International law that binds most regions may be violated if the drone war does not cease. The deals made secretly between nations on joint military action should be eradicated for the overall protection of civilians or citizens in a region. Failure to do this might result in more casualties of war, increasing the tension and anxiety that comes about as a result of suspicion and doubt. The lack of proper guidelines or law under which the deployment of drones is lawful makes it harder for all parties to come to a consensus on what is suitable for the greater good of a region. This leads to more chaos as the destruction of lives and property using war drones continues (Springer 83). In other cases, there have been indicators that the drones are controlled by people on the ground, which then makes it an un-piloted weapon. In these instances, the parties responsible go on further to say that this eradicates the illegality of the issue of war drone use.

Legal experts and human rights activists ask where the line ought to be drawn between potential targets for drone strikes and civilian casualties on the ground.

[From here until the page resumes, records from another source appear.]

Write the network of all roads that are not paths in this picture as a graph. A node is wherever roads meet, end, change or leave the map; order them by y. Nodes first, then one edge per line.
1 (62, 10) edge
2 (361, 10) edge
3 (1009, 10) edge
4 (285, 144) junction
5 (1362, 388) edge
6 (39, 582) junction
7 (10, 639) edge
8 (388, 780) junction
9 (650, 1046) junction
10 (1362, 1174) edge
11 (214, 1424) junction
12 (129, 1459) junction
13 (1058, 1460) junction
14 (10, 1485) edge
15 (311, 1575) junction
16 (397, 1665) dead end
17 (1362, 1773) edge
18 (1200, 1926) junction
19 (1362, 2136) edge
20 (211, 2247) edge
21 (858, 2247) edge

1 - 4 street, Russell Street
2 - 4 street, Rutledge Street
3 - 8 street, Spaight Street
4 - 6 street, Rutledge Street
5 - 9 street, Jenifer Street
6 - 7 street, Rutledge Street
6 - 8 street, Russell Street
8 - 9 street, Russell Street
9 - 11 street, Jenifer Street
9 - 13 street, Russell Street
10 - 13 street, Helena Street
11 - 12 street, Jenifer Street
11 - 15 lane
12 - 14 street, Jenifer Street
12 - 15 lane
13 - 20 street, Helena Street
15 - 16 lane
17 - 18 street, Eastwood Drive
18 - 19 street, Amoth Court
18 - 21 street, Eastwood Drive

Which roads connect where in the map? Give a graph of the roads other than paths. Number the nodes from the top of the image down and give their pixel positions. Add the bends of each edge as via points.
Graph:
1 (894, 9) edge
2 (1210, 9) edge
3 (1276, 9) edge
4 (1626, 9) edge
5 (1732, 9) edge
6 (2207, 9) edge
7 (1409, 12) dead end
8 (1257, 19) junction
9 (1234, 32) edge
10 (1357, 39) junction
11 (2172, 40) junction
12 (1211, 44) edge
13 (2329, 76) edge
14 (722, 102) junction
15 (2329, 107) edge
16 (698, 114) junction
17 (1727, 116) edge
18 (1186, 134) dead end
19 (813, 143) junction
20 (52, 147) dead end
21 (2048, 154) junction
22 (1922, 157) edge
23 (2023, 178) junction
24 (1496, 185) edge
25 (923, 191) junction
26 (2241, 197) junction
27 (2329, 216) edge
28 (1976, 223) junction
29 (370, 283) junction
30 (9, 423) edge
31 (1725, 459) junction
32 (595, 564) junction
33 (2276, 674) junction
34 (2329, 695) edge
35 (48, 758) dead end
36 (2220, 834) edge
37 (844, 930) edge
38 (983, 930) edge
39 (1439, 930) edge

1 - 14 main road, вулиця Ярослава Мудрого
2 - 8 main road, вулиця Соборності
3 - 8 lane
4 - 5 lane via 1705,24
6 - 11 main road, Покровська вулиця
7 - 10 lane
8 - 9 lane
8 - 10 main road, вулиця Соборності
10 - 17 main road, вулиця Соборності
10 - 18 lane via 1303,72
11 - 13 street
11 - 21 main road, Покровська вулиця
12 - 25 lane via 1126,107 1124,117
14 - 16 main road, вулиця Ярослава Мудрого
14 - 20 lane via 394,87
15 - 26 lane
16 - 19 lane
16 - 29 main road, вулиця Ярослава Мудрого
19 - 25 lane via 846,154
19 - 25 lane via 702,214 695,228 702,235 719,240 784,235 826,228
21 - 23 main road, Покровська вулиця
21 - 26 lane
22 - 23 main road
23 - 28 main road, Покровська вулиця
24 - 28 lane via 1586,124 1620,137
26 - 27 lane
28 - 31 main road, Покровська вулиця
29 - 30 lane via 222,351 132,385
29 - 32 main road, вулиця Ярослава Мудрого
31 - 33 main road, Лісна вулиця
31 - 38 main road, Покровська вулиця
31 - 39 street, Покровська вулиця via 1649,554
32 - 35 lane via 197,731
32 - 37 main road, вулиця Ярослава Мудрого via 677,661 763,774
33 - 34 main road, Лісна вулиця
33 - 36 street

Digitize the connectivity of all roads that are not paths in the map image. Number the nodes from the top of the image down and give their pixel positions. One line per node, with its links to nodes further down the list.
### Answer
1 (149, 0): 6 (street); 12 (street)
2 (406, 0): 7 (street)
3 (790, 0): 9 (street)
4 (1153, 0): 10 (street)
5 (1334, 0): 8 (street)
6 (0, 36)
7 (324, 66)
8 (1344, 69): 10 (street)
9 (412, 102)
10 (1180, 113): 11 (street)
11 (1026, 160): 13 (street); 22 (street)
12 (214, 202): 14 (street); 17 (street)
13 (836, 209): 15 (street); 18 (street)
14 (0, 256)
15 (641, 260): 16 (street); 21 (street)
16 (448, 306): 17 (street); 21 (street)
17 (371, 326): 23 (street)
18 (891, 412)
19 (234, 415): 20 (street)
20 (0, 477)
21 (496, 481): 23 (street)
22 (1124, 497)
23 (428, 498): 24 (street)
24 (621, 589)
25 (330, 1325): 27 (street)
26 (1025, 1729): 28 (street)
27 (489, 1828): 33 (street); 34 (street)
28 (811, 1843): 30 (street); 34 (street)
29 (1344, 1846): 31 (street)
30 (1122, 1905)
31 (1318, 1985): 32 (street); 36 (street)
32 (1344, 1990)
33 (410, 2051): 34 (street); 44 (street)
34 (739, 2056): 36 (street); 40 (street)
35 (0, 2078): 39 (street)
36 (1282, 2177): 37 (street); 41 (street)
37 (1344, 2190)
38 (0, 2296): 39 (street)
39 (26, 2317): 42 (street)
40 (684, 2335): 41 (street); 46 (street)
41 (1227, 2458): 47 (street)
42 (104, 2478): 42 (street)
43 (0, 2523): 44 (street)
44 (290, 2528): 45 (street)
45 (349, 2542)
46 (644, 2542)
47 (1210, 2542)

Regions like China, which often stays away from contentious issues, indicated that the use of these drones was tantamount to abuse of international law. It is my belief that the sovereignty of democratic regions should reign supreme over certain issues. Pakistan, Yemen, and all other regions that are under attack in the name of terrorism should have the right to conduct search and arrest of all terrorists. If there is failure to capture, then it is also their right, under the law, to request for assistance (Springer 91). This does not involve the use of force to capture prisoners, which leads to the death of guiltless individuals who turn out to be at the wrong place at the wrong time.

In conclusion, war drones have been used by different nations to achieve different results. The most used excuse by these nations is that they are using these drones to eliminate potential targets that have caused harm, or are likely to cause harm in the future. Tribal leaders of these radical groups have been targeted (Ahmed 57). Due to the secrecy and quiet nature of these situations, it is next to impossible to say how many people have been eliminated. However, the number of civilians or non-combatants that die as a result of drone attacks continues to grow. There is no law under the sun that condones such operations, especially one that overlooks the rights and privileges of free and democratic individuals. It fair to declare that the U.S. and any other nation that uses drones to eliminate targets is liable for war crimes and is subject to the law, regardless of their stature.

Works Cited:

  • Ahmed, Akbar. The Thistle and the Drone: How America’s War on Terror Became a Global War. Washington, DC: Brookings Institution Press, 2013. Print.
  • Medea, Benjamin. Drone Warfare: Killing by Remote Control. New York: American Printing Press, 2013. Print.
  • Springer, Joseph P. Military Robots and Drones. Oxford: Oxford University Press, 2013. Print.
  • Turse, Nick. The Changing Face of Empire: Special Ops, Drones, Spies, Proxy Fighters, and Cyber Warfare. New York: Bantam Books, 2013. Print.